Temperatures throughout the Baltimore region neared 100 degrees Wednesday afternoon, as heat advisories for counties near the Chesapeake Bay remained in effect and the area braced for a flash flood watch for Thursday and Friday.
Wednesday reached a high of 98 degrees at BWI Thurgood Marshall Airport with a heat index of 105 degrees, according to the National Weather Service.
The temperature is expected to fall as a cold front is forecast to slowly move in Wednesday night from the Northwest, according to the weather service.
Scattered showers and thunderstorms are expected throughout Wednesday night, with storms gaining momentum into Thursday and Friday.
Special marine warnings were issued until 8:45 p.m. Wednesday for the Chesapeake Bay from Pooles Island to Sandy Point; for the bay north of Pooles Island; for the Patapsco River, including Baltimore Harbor; for the tidal Potomac from Indian Head to Cobb Island; and for the tidal tidal Potomac from Key Bridge to Indian Head.
Oldtown in Allegany County was under a severe thunderstorm warning through 5:15 p.m. Wednesday. Little Orleans in Allegany County was under the same warning until 5:45 p.m. Wednesday.

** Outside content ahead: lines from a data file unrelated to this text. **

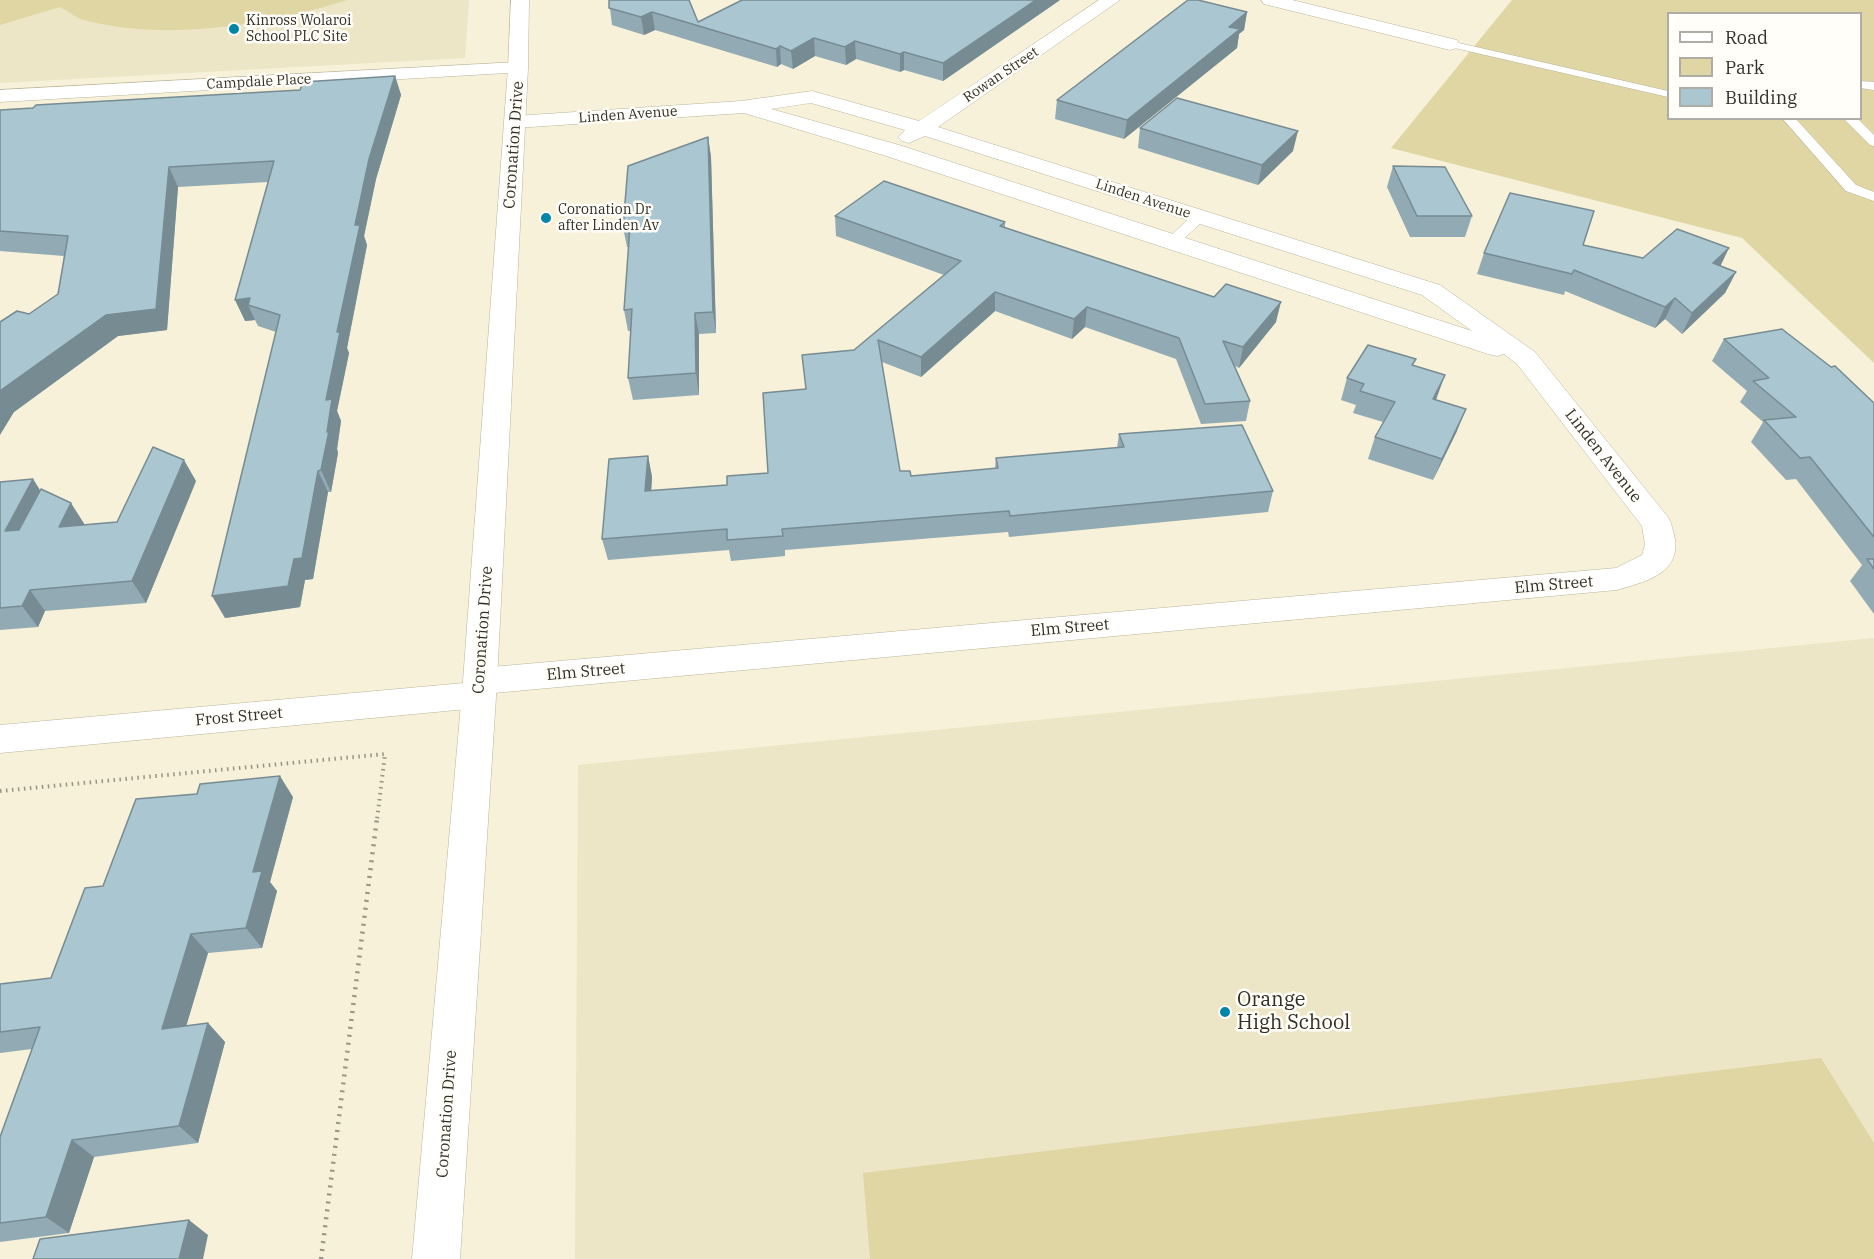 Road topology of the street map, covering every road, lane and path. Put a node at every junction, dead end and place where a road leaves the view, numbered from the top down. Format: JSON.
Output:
{"nodes":[{"id":1,"x":520,"y":0,"type":"edge"},
{"id":2,"x":1111,"y":0,"type":"edge"},
{"id":3,"x":1270,"y":0,"type":"edge"},
{"id":4,"x":1450,"y":45,"type":"joint"},
{"id":5,"x":519,"y":68,"type":"junction"},
{"id":6,"x":1667,"y":94,"type":"edge"},
{"id":7,"x":0,"y":96,"type":"edge"},
{"id":8,"x":741,"y":107,"type":"junction"},
{"id":9,"x":1785,"y":120,"type":"edge"},
{"id":10,"x":1852,"y":120,"type":"edge"},
{"id":11,"x":515,"y":122,"type":"junction"},
{"id":12,"x":921,"y":129,"type":"junction"},
{"id":13,"x":1874,"y":142,"type":"edge"},
{"id":14,"x":891,"y":150,"type":"junction"},
{"id":15,"x":1874,"y":197,"type":"edge"},
{"id":16,"x":1199,"y":217,"type":"junction"},
{"id":17,"x":1171,"y":243,"type":"junction"},
{"id":18,"x":1526,"y":358,"type":"junction"},
{"id":19,"x":1657,"y":561,"type":"joint"},
{"id":20,"x":479,"y":688,"type":"junction"},
{"id":21,"x":0,"y":739,"type":"edge"},
{"id":22,"x":0,"y":791,"type":"edge"},
{"id":23,"x":321,"y":1259,"type":"edge"},
{"id":24,"x":436,"y":1259,"type":"edge"}],
"edges":[{"from":1,"to":5,"type":"street","name":"Coronation Drive"},
{"from":2,"to":12,"type":"street","name":"Rowan Street"},
{"from":3,"to":4,"type":"street"},
{"from":4,"to":6,"type":"lane"},
{"from":5,"to":7,"type":"street","name":"Campdale Place"},
{"from":5,"to":11,"type":"street","name":"Coronation Drive"},
{"from":8,"to":11,"type":"street","name":"Linden Avenue"},
{"from":8,"to":12,"type":"street","name":"Linden Avenue"},
{"from":8,"to":14,"type":"street","name":"Linden Avenue"},
{"from":9,"to":15,"type":"lane"},
{"from":10,"to":13,"type":"lane"},
{"from":11,"to":20,"type":"street","name":"Coronation Drive"},
{"from":12,"to":14,"type":"street","name":"Rowan Street"},
{"from":12,"to":16,"type":"street","name":"Linden Avenue"},
{"from":14,"to":17,"type":"street","name":"Linden Avenue"},
{"from":16,"to":17,"type":"lane"},
{"from":16,"to":18,"type":"street","name":"Linden Avenue"},
{"from":17,"to":18,"type":"street","name":"Linden Avenue"},
{"from":18,"to":19,"type":"street","name":"Linden Avenue"},
{"from":19,"to":20,"type":"street","name":"Elm Street"},
{"from":20,"to":21,"type":"street","name":"Frost Street"},
{"from":20,"to":24,"type":"street","name":"Coronation Drive"},
{"from":22,"to":23,"type":"path"}]}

Counties east of Blue Ridge Mountains are under a flash flood watch from 2 p.m. Thursday to 8 a.m. Friday.
Forecasts estimate the front will cross the water going into Friday, but could stall and lead to a high-pressure system Thursday that may require an advisory for boats on the water, according to the service.
The heat prompted Baltimore City officials to announce the first “Code Red” heat advisory of the season for Tuesday and Wednesday. Across the region, officials have opened cooling areas in senior centers, libraries and rec centers.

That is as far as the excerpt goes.